■ What is required ■
Copy each line of the listing where the word "Marshall" can be found.

■ Information supplied ■
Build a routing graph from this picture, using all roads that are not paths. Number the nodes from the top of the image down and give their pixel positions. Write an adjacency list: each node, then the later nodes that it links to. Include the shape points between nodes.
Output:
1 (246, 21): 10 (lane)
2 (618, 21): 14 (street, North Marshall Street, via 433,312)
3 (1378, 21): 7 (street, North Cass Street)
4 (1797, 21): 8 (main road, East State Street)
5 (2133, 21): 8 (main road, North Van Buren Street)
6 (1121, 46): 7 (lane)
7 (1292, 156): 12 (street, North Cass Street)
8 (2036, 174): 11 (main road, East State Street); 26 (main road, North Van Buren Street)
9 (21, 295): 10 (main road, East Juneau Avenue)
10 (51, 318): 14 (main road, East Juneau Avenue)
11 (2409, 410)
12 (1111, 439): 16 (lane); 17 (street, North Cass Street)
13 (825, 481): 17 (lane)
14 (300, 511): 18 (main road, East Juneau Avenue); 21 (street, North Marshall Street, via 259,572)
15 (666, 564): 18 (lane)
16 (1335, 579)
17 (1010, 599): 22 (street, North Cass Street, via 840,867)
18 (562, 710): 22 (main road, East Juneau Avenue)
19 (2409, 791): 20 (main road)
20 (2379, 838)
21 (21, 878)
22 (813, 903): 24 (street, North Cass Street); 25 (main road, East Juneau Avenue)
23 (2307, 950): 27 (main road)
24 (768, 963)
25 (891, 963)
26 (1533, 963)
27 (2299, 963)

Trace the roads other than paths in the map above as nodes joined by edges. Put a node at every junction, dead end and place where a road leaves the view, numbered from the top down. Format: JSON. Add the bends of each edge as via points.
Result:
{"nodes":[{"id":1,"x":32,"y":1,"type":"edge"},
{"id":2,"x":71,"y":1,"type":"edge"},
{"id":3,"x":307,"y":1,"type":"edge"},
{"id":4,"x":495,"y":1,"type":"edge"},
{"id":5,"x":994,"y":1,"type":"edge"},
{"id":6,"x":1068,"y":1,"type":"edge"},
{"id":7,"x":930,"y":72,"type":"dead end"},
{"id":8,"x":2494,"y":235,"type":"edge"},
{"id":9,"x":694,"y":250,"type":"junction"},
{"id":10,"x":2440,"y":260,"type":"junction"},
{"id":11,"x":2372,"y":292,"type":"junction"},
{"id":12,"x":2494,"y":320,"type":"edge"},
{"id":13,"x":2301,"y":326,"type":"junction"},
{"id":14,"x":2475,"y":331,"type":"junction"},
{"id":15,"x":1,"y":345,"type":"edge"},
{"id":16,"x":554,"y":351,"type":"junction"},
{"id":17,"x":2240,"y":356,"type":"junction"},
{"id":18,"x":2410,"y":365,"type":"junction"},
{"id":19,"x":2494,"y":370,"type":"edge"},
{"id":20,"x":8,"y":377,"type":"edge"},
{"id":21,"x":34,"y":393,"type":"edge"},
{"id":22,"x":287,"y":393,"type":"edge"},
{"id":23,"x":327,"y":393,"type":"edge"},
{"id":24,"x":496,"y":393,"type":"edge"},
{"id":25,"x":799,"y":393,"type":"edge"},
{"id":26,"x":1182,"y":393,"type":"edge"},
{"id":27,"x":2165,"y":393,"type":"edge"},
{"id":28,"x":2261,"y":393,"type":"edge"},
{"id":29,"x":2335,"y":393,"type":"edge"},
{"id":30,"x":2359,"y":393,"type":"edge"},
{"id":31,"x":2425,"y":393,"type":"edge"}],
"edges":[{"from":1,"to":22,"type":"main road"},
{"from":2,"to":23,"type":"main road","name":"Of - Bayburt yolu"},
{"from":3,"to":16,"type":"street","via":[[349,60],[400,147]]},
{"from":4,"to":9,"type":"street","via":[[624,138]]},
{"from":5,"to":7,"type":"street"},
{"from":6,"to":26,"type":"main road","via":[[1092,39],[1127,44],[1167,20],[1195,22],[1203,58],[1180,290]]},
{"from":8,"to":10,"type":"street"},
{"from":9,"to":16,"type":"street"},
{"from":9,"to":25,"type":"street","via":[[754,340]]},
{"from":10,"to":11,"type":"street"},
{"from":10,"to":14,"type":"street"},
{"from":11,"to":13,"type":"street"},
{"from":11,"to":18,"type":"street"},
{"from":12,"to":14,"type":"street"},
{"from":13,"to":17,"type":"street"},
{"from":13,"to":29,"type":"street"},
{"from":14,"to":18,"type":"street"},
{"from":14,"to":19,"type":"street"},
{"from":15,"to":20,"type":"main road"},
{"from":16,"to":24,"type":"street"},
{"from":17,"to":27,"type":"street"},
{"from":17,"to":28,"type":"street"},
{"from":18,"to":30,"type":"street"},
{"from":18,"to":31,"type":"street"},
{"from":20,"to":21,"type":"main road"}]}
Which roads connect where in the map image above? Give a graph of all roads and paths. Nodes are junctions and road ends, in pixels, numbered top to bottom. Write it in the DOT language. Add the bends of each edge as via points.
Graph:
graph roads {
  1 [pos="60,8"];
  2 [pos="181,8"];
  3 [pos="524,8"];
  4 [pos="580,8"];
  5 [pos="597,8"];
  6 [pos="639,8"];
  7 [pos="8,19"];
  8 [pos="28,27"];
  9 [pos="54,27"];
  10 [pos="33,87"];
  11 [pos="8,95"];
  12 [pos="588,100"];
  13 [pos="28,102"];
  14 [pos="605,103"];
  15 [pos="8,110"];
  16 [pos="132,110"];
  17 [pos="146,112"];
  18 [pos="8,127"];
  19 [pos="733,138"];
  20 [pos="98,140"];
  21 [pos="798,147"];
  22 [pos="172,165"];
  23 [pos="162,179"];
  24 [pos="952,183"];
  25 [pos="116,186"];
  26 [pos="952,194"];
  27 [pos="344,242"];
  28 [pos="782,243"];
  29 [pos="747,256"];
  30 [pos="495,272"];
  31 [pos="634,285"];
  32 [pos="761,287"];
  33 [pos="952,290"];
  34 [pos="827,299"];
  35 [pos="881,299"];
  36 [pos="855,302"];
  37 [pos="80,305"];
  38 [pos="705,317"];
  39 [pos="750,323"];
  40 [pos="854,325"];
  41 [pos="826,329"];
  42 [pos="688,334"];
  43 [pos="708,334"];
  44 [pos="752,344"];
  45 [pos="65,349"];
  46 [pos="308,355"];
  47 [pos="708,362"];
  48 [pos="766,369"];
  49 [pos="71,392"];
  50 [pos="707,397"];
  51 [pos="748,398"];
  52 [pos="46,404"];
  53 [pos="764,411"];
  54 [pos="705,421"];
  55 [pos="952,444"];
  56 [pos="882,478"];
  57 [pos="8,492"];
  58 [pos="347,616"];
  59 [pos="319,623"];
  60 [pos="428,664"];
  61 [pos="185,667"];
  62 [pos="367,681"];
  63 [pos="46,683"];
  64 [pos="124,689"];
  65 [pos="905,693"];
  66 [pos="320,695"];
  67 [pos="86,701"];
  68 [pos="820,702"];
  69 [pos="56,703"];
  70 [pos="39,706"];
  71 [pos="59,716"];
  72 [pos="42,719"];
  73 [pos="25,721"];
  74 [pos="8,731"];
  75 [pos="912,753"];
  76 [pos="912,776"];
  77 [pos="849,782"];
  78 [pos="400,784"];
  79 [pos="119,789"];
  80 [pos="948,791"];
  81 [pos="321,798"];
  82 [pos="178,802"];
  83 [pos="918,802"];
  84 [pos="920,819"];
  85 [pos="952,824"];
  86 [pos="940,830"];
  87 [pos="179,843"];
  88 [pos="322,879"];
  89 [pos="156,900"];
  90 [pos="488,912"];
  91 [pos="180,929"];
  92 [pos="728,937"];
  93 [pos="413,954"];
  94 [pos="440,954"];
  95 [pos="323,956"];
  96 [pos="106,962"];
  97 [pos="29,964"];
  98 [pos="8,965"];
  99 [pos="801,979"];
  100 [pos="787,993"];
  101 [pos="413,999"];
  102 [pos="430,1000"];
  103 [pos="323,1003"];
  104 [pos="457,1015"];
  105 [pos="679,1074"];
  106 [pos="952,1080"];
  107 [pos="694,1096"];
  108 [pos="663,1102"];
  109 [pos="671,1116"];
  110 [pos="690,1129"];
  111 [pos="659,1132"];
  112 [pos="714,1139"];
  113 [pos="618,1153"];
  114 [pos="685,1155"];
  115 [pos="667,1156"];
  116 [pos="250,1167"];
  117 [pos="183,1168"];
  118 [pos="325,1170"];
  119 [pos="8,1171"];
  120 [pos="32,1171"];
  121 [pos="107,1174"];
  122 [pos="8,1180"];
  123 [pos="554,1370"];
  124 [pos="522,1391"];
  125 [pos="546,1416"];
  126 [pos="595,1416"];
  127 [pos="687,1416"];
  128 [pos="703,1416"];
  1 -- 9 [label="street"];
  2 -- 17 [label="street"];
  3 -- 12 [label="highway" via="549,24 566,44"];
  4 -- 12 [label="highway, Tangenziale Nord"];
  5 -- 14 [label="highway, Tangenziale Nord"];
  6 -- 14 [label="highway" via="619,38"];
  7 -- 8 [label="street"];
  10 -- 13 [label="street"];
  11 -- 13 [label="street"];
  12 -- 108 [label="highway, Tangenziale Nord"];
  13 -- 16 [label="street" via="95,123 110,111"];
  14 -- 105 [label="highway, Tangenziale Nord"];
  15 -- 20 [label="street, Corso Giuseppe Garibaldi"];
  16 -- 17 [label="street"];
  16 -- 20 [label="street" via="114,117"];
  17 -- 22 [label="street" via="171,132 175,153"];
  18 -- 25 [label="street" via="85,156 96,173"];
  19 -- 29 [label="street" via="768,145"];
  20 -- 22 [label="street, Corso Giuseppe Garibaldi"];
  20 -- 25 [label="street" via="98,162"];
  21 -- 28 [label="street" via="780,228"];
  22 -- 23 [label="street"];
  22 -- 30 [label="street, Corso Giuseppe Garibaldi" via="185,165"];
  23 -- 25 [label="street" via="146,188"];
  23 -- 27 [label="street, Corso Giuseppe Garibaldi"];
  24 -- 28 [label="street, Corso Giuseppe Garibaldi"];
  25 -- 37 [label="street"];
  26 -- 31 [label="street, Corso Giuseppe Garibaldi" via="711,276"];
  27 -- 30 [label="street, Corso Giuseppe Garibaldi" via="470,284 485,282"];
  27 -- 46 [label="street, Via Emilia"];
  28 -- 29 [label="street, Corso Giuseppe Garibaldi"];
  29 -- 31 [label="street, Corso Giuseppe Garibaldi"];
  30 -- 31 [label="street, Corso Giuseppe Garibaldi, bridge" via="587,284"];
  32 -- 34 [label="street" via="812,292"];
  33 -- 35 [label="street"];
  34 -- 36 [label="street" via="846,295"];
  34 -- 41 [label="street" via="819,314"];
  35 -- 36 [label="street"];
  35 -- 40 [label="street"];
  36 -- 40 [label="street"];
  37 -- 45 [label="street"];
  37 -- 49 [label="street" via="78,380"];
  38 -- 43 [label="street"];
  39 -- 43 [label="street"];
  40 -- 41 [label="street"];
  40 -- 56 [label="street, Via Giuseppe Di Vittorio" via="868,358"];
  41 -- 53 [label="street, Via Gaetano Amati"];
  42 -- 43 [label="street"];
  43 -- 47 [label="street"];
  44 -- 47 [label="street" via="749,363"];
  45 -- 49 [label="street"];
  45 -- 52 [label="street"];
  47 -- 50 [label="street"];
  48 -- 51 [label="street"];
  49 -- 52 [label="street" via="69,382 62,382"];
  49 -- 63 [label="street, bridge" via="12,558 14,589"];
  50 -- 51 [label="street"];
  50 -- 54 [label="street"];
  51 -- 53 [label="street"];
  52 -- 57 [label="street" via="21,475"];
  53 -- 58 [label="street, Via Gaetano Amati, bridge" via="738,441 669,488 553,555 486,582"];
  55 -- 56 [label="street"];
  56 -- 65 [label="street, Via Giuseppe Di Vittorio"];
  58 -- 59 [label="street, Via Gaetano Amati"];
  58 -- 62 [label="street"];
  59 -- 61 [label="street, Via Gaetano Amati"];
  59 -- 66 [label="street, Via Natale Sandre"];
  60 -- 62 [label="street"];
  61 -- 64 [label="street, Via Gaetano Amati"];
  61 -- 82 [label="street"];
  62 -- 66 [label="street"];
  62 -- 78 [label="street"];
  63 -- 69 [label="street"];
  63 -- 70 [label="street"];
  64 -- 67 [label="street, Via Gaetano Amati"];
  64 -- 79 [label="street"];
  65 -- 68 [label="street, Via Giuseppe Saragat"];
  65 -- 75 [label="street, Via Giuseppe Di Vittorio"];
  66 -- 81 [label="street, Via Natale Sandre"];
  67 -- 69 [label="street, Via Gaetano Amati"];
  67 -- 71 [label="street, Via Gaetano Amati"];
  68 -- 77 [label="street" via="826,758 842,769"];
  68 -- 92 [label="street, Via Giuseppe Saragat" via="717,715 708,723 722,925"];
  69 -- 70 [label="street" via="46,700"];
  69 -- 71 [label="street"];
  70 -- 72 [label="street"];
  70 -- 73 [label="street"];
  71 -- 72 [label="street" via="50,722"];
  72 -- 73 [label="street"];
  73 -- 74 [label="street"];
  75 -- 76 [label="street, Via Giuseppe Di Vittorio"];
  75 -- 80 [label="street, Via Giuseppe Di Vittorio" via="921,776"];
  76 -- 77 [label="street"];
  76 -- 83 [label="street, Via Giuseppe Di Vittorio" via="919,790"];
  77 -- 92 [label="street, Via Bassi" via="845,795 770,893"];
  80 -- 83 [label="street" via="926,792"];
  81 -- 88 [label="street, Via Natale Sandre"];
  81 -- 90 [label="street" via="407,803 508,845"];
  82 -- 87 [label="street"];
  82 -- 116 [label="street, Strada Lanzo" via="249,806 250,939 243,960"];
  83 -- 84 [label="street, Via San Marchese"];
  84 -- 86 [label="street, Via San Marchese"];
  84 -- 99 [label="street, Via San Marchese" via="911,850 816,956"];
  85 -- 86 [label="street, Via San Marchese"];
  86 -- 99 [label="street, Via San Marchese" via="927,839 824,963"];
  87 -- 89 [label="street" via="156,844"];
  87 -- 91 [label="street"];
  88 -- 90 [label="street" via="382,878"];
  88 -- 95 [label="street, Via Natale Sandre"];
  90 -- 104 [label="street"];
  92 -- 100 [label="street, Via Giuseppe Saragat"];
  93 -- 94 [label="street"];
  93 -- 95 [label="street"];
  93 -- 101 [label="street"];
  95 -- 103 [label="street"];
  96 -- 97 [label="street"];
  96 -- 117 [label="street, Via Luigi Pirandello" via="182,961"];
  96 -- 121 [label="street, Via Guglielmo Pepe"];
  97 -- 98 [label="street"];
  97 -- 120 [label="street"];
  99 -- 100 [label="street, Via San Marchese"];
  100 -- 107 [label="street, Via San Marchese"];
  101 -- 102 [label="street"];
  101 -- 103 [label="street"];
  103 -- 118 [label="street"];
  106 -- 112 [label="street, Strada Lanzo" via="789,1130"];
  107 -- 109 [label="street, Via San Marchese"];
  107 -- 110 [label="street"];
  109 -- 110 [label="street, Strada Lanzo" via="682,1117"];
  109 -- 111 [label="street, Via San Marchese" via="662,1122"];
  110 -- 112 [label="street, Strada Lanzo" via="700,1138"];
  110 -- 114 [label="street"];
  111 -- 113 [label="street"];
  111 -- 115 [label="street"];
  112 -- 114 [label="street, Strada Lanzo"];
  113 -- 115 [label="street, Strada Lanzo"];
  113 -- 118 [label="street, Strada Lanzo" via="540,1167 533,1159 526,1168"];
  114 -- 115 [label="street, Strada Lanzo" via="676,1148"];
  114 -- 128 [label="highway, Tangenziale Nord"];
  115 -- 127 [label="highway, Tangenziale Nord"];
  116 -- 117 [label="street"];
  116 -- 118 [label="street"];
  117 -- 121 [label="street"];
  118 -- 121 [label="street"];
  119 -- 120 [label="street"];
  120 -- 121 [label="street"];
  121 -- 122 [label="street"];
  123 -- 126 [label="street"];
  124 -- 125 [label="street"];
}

■ Final answer ■
2 (618, 21): 14 (street, North Marshall Street, via 433,312)
14 (300, 511): 18 (main road, East Juneau Avenue); 21 (street, North Marshall Street, via 259,572)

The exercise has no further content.